Un projet discret, pour ne pas dire secret
Les parents d’élèves n’ont pas eu la moindre communication de ce projet. Après le retentissant fiasco de Parcoursup, qui laisse sur le carreau des milliers de lycéen(ne)s, est-il urgent de mettre sur pied d’autres outils numériques dédiés aux 6 ou 8 ans ? Quel algorithme mystérieux sera mis en place pour profiler nos enfants ? Mystère et boule de gomme.
Dés le plus jeune âge, les élèves vont être porteurs de données, qui seront la conséquence d’interprétations codifiées et centralisées. Cela constituera le socle, la base, d’un dossier scolaire, qui suivra et conditionnera le cursus de chaque enfant, l’aiguillant ainsi vers la vie active. Quelle place prendront les critères sociaux ? L’adresse, le quartier où l’on vit ? La situation des parents ? L’origine ?
Jusqu’aujourd’hui, les enseignant(e)s ont toujours eu à cœur d’accueillir les enfants de l’immigration quelle que soit leur situation administrative, c’est bien par la volonté de ces professionnel(le)s que l’École intègre des enfants aux parcours multiples.
Il va être difficile de nous faire croire que la bande à Macron veuille « faciliter les apprentissages des élèves, donner des repères aux enseignant(e)s pour aider les élèves à progresser... » lorsqu’il s’agira d’enfants sans papiers ou d’enfants du voyage. Que décidera le logiciel dédié pour celles et ceux dont la vie est un chaos ?
Parcoursup ferme et bloque la porte des universités aux publics socialement défavorisés. Il fallait un logiciel à l’autre bout de la chaîne, qui propulse les jeunes vers les entonnoirs « professionnels », dans les formations adaptées aux vœux du MEDEF. Très tôt, le social risque de déterminer le parcours.
Livret scolaire ou fichier ?
Un livret scolaire unique numérique (LSUN) est constitué, dès le CP, et ce jusqu’à la troisième. Au lycée, c’est le livret scolaire du lycée (LSL). Selon la FCPE 75, ce livret est constitué de données très sensibles. Toutes les étapes de la scolarité sont parties intégrantes du système ONDE, outil de gestion des données de l’ensemble des élèves d’un établissement. On retrouve ainsi, entre LSUN et ONDE, les éléments suivants :
- le niveau de maîtrise du socle commun,
- les bulletins périodiques des élèves pour chacune des classes,
- les bilans de fin de cycles,
- les attestations obtenues (sécurité routière, savoir-nager, formation aux premiers secours…),
- des éléments relatifs à la vie scolaire (absences, retards, comportement),
- des éléments de suivi des élèves en difficulté ou à besoins particuliers : le Programme personnalisé de réussite scolaire (PPRE) pour les difficultés scolaires ponctuelles, le recours au Réseau d’aides spécialisées aux élèves en difficultés (RASED), les Unités pédagogiques pour élèves allophones arrivants (UPE2A), les Unités d’inclusion scolaire (ULIS), le Projet personnalisé de scolarisation (PPS), le Projet d’accompagnement personnalisé (PAP) coordonné par le médecin scolaire, le Projet d’accueil individualisé (PAI).

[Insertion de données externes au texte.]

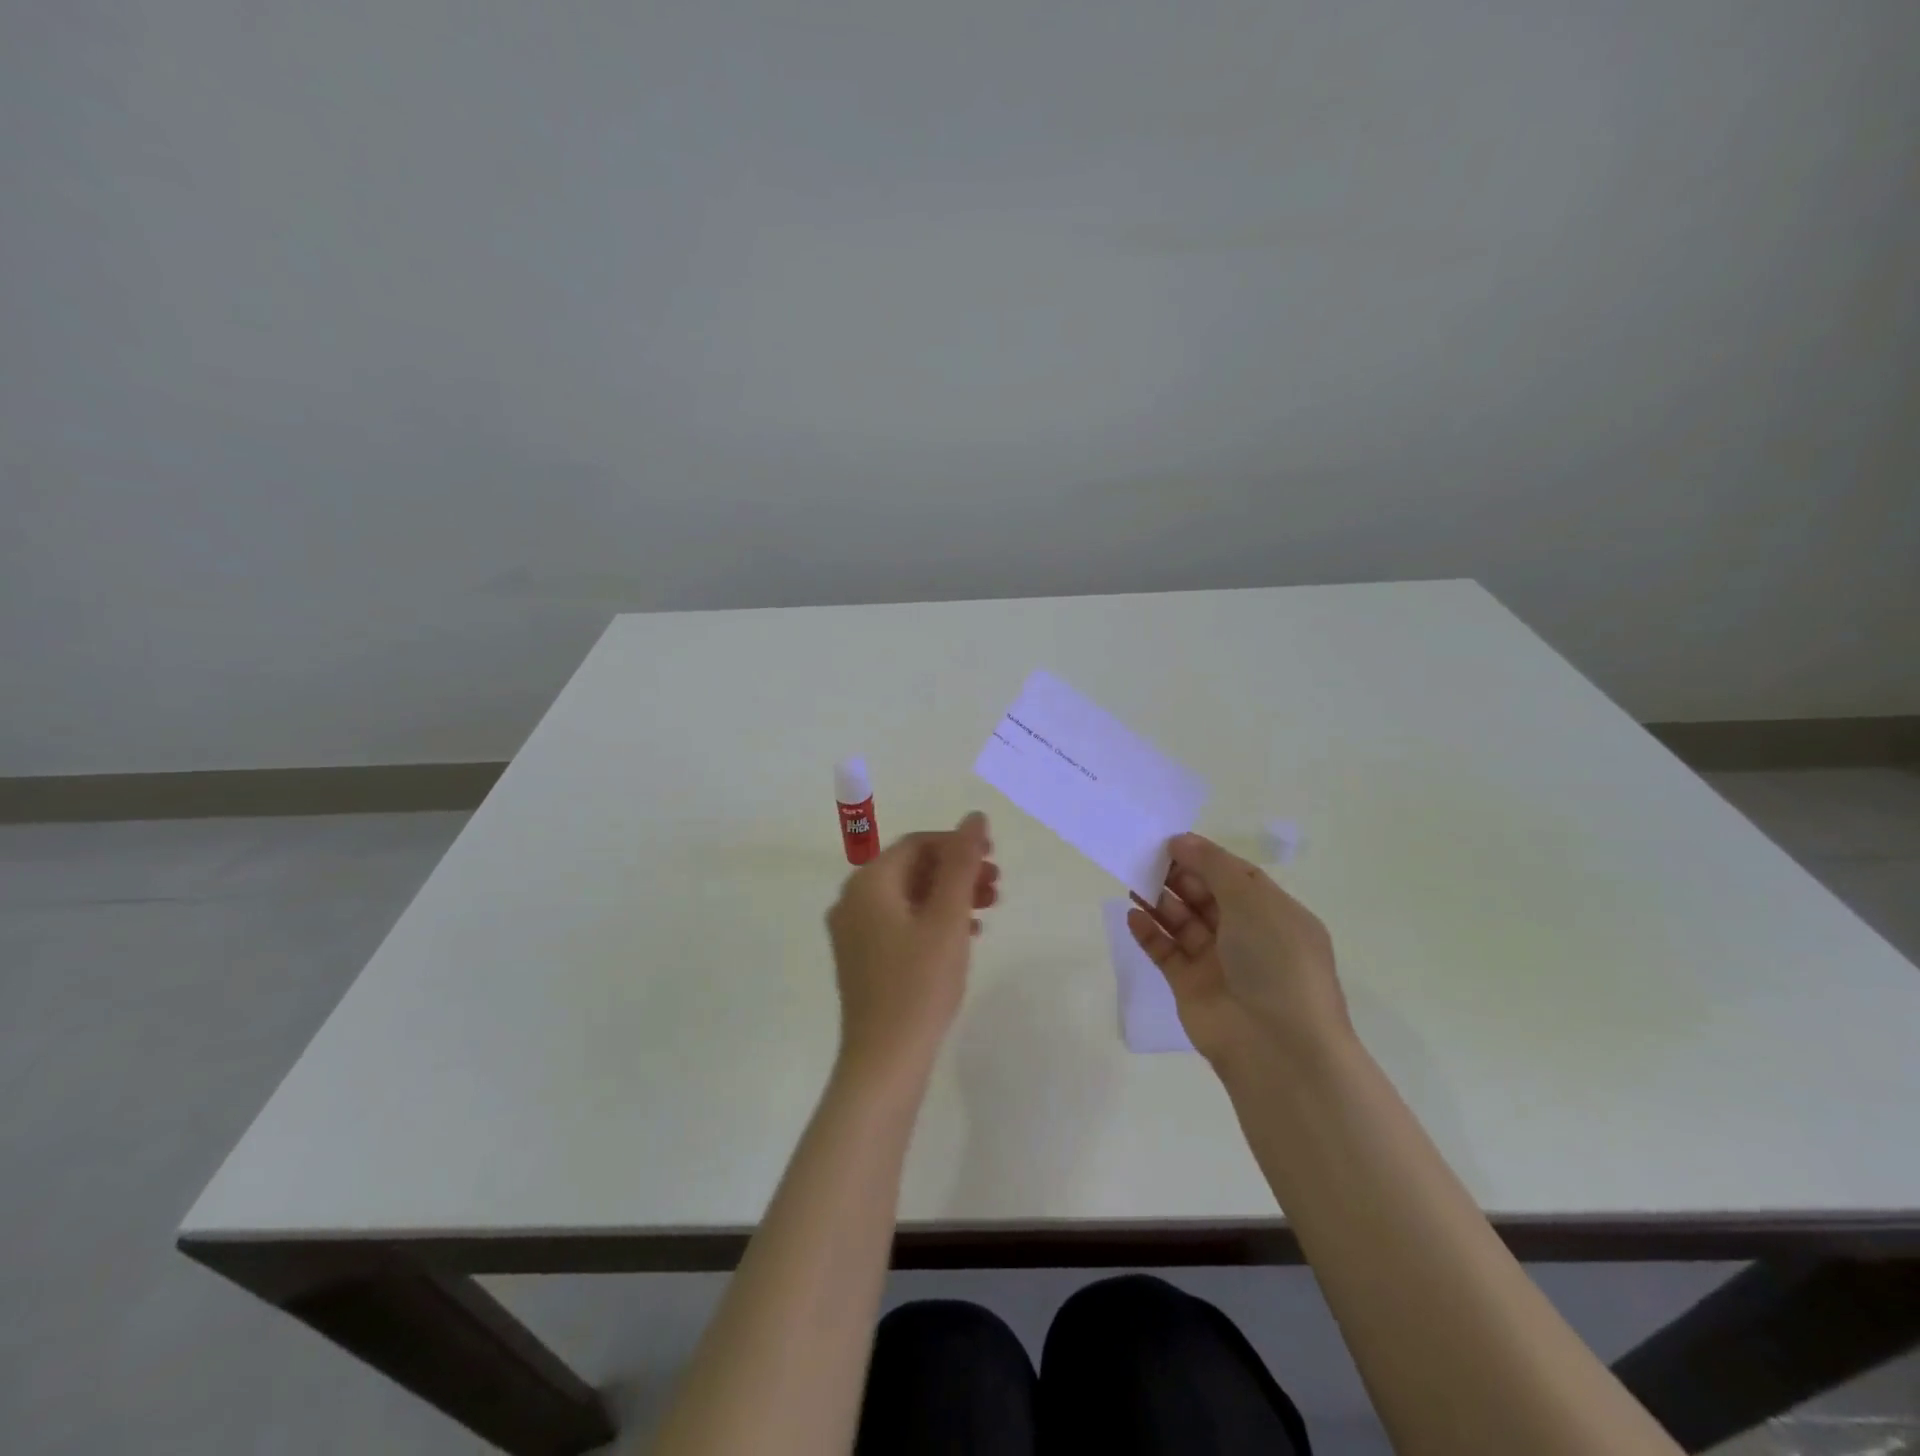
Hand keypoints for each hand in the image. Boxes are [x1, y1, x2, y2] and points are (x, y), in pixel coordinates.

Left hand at [826, 812, 997, 1085]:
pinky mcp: (862, 960)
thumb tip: (974, 817)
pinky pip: (900, 924)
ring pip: (908, 898)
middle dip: (956, 872)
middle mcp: (853, 901)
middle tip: (996, 886)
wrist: (885, 1062)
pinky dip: (932, 921)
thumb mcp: (947, 918)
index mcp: (868, 884)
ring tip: (987, 910)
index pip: (917, 844)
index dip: (957, 844)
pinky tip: (963, 937)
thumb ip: (962, 863)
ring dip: (948, 897)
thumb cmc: (919, 984)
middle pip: (911, 869)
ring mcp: (854, 933)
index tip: (994, 856)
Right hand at [1128, 833, 1347, 1072]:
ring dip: (1160, 901)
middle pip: (1206, 897)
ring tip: (1133, 882)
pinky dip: (1149, 933)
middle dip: (1178, 877)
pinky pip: (1166, 952)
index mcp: (1274, 915)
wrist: (1277, 1046)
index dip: (1205, 858)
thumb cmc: (1275, 961)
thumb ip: (1213, 866)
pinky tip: (1133, 916)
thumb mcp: (1252, 900)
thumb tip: (1181, 840)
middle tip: (1146, 859)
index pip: (1236, 877)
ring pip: (1183, 922)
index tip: (1170, 843)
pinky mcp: (1190, 986)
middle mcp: (1248, 937)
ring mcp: (1218, 963)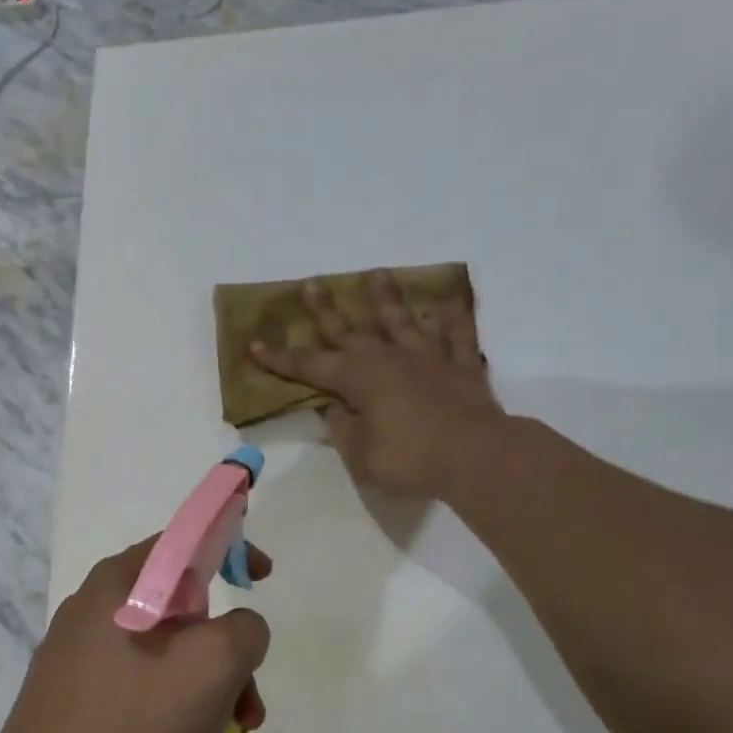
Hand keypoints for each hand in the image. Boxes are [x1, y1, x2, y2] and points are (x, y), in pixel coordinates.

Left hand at [0, 538, 271, 732]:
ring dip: (205, 683)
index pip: (183, 540)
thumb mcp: (211, 667)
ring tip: (228, 732)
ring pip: (161, 650)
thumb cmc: (129, 724)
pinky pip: (136, 680)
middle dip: (225, 646)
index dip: (230, 548)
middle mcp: (91, 606)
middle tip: (247, 698)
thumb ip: (244, 630)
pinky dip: (171, 701)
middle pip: (179, 605)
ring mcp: (75, 653)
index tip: (262, 579)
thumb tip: (239, 630)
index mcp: (118, 582)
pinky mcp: (68, 694)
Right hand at [250, 271, 506, 500]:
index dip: (280, 357)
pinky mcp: (462, 368)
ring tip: (377, 274)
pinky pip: (458, 338)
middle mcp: (389, 359)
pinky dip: (454, 320)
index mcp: (359, 379)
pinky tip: (450, 304)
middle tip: (311, 284)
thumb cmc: (410, 459)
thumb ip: (343, 429)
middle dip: (326, 310)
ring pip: (402, 322)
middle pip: (350, 331)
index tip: (254, 343)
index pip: (309, 366)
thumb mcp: (360, 455)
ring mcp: (428, 360)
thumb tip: (337, 409)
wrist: (477, 457)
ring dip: (386, 299)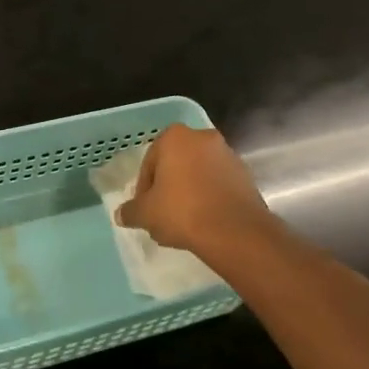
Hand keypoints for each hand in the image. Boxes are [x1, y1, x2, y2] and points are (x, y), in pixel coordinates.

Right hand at [115, 123, 277, 255]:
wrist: (234, 231)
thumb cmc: (182, 212)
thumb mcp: (145, 214)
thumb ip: (130, 211)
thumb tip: (122, 214)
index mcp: (175, 137)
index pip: (150, 162)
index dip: (144, 188)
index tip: (145, 208)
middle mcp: (203, 138)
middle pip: (176, 164)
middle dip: (168, 186)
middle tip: (162, 213)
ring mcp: (228, 155)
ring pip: (198, 174)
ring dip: (189, 192)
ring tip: (183, 221)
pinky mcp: (246, 175)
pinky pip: (218, 184)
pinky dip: (209, 198)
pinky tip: (203, 221)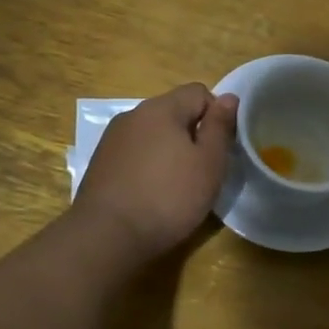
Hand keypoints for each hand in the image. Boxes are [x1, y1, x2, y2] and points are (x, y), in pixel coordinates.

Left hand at [73, 84, 237, 264]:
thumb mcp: (208, 163)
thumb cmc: (168, 197)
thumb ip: (220, 127)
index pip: (198, 92)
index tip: (219, 148)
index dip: (216, 115)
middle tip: (202, 170)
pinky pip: (134, 153)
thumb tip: (229, 97)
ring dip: (169, 150)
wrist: (106, 236)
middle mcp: (133, 115)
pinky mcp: (100, 163)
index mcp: (161, 108)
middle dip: (192, 134)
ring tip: (176, 185)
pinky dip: (147, 165)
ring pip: (152, 133)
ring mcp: (112, 139)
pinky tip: (150, 194)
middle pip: (174, 111)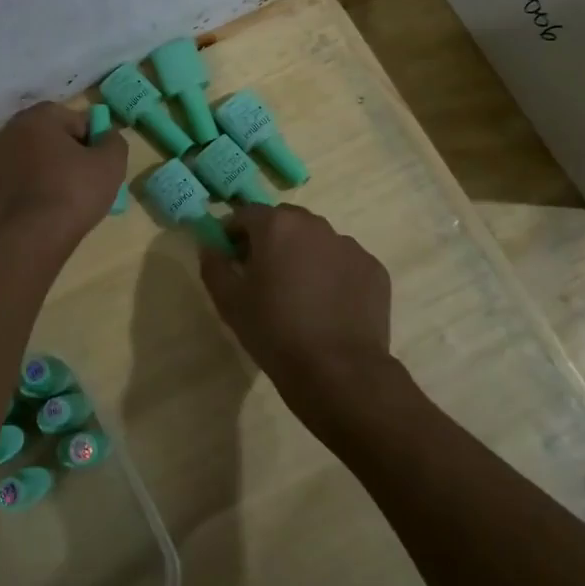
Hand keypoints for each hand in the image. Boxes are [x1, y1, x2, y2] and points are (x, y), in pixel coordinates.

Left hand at [0, 102, 126, 251]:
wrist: (30, 237)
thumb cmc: (73, 192)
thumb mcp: (111, 163)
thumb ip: (114, 141)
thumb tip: (106, 137)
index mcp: (37, 118)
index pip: (76, 120)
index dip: (93, 142)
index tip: (99, 165)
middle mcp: (11, 133)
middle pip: (53, 139)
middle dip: (72, 156)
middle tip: (88, 183)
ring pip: (37, 162)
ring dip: (53, 174)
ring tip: (69, 201)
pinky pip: (22, 185)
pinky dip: (35, 193)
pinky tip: (47, 213)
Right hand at [199, 204, 400, 432]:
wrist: (338, 371)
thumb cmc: (274, 331)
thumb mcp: (229, 301)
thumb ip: (214, 265)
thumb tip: (210, 246)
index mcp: (278, 226)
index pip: (246, 214)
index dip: (233, 233)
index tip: (231, 258)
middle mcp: (316, 225)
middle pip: (285, 222)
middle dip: (271, 240)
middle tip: (264, 275)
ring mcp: (350, 246)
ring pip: (318, 241)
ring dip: (304, 255)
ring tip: (300, 294)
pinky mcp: (374, 269)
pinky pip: (344, 263)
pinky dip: (333, 274)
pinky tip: (328, 306)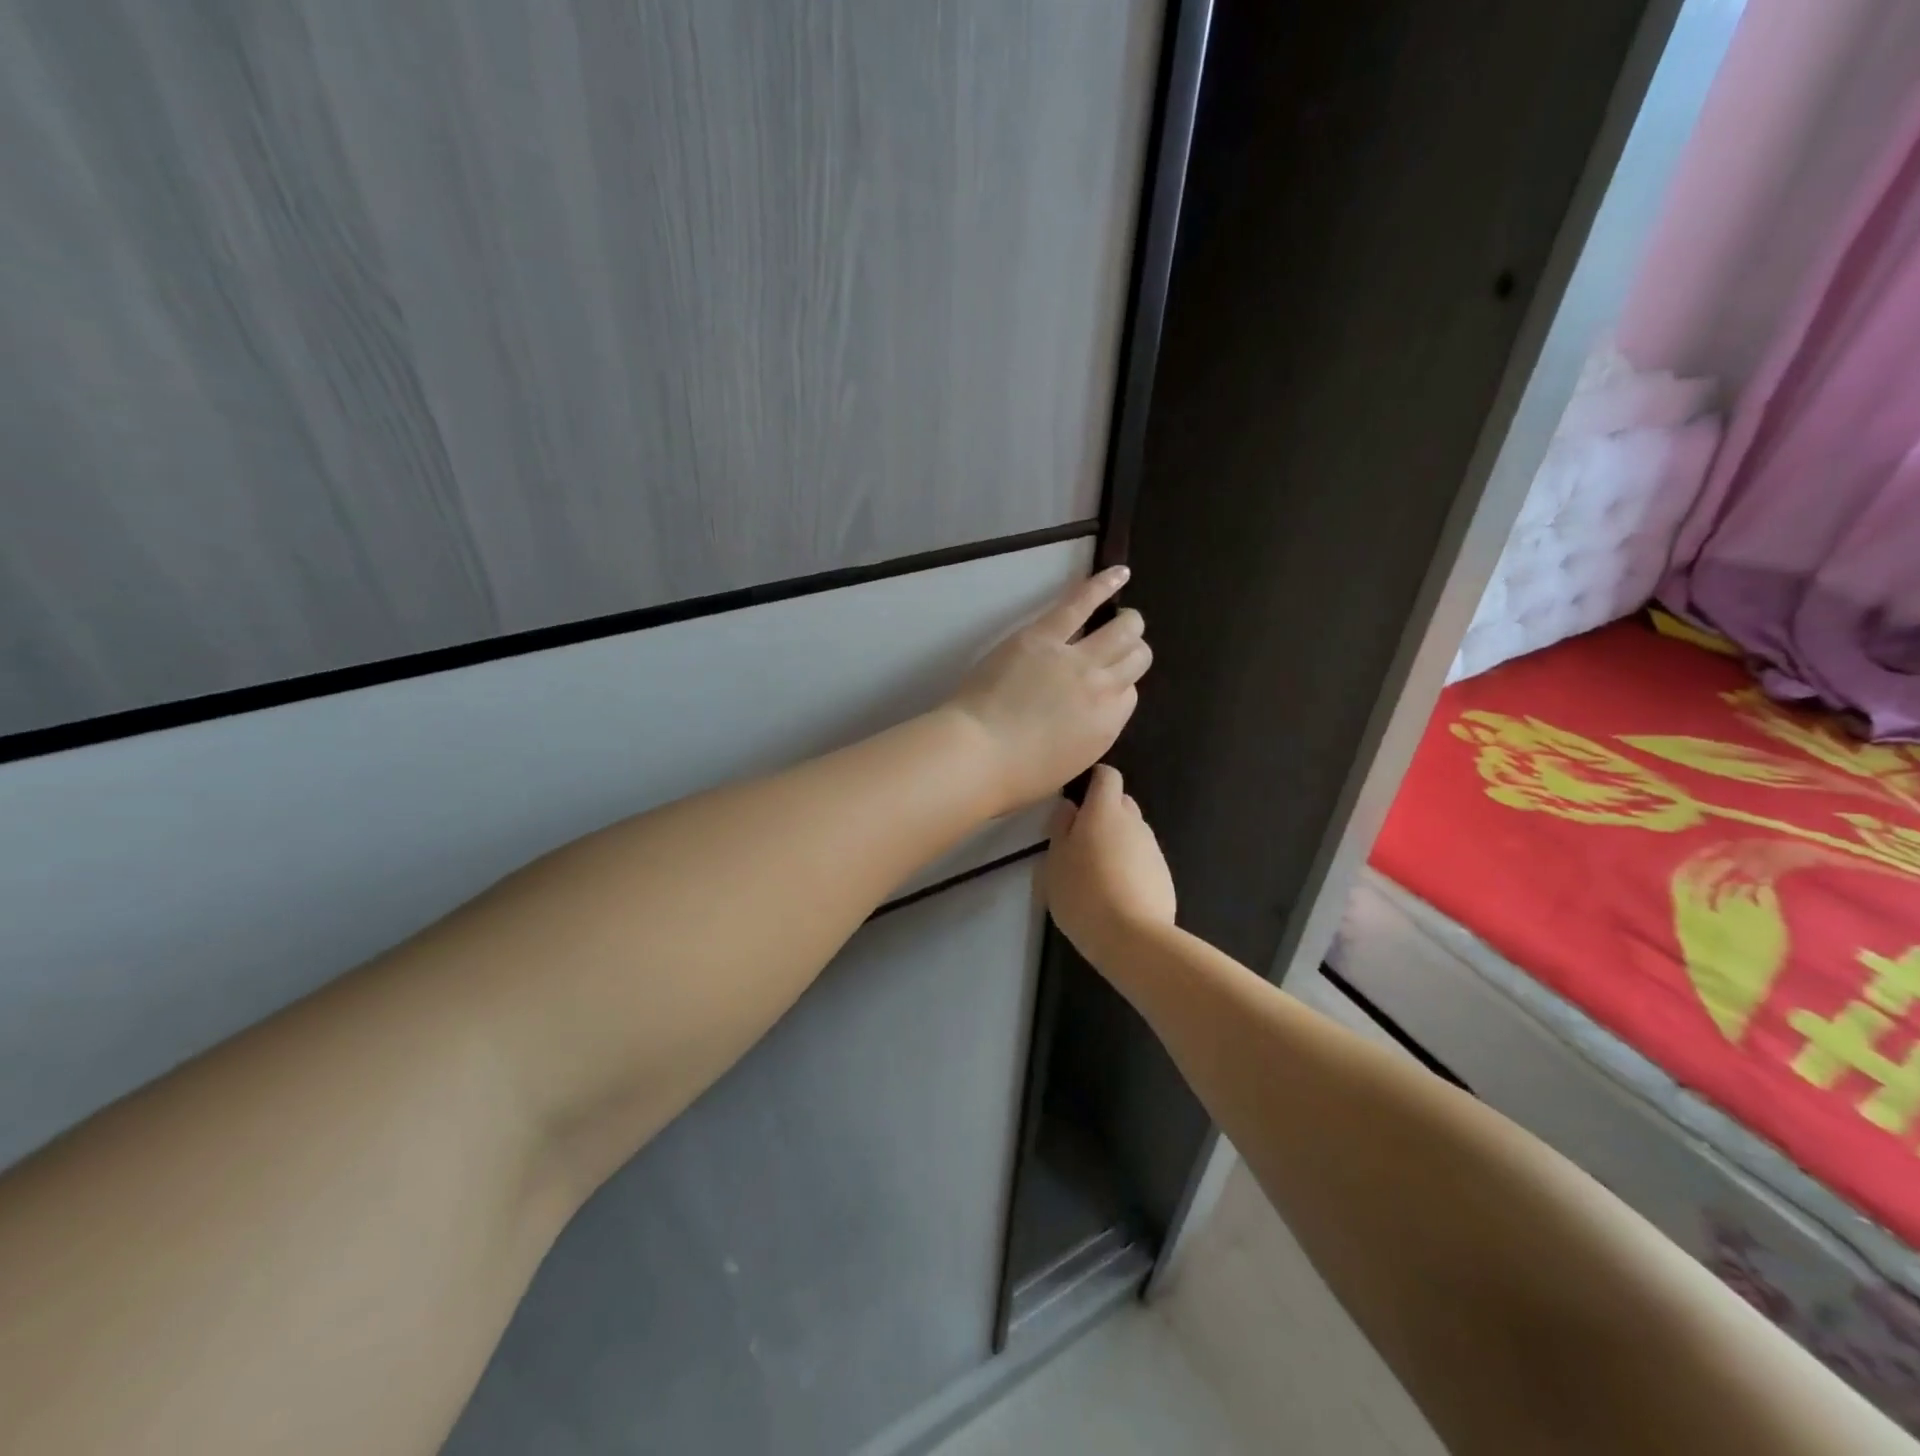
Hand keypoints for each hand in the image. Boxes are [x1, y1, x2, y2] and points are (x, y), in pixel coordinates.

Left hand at [947, 566, 1150, 810]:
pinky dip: (1103, 584)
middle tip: (1121, 646)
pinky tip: (1120, 572)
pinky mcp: (1044, 635)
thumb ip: (1086, 735)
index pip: (1130, 695)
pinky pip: (1081, 602)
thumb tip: (1087, 716)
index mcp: (1107, 726)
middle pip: (1135, 658)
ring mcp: (1077, 658)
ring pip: (1122, 629)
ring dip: (1128, 622)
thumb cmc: (1015, 775)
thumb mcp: (1067, 764)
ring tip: (1125, 616)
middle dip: (1132, 651)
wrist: (978, 754)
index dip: (1119, 687)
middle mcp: (1104, 689)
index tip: (1104, 687)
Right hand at [1046, 764, 1176, 964]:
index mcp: (1104, 811)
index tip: (1078, 794)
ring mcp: (1153, 849)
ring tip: (1096, 872)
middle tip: (1080, 839)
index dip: (1094, 779)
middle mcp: (1134, 822)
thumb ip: (1061, 828)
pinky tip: (1116, 893)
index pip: (1107, 776)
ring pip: (1132, 833)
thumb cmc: (1082, 893)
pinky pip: (1143, 859)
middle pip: (1122, 803)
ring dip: (1116, 842)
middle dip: (1104, 813)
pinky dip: (1130, 866)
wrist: (1132, 938)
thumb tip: (1069, 807)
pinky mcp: (1164, 875)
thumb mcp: (1055, 861)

Vous avez dit confidentiel ?
À terme, le dossier scolaire sera complètement dématérialisé, il ne voyagera plus dans le cartable de l’enfant, à la place les parents recevront un identifiant. Le ministère assure que l’accès à ce dossier ne sera consultable que 8 à 10 mois après la fin des études. Que devient-il après ?
La DEPP, Direction de l’Évaluation, des Prospectives et des Performances, qui est en fait le service statistique du ministère de l’Éducation, garantit l’anonymat du dossier scolaire. Un numéro est connecté au nom de l’élève, qui est le seul élément visible lorsque les données circulent. La DEPP assure avoir l’expérience de ce type d’anonymisation et en garantit la fiabilité. On est prié d’y croire.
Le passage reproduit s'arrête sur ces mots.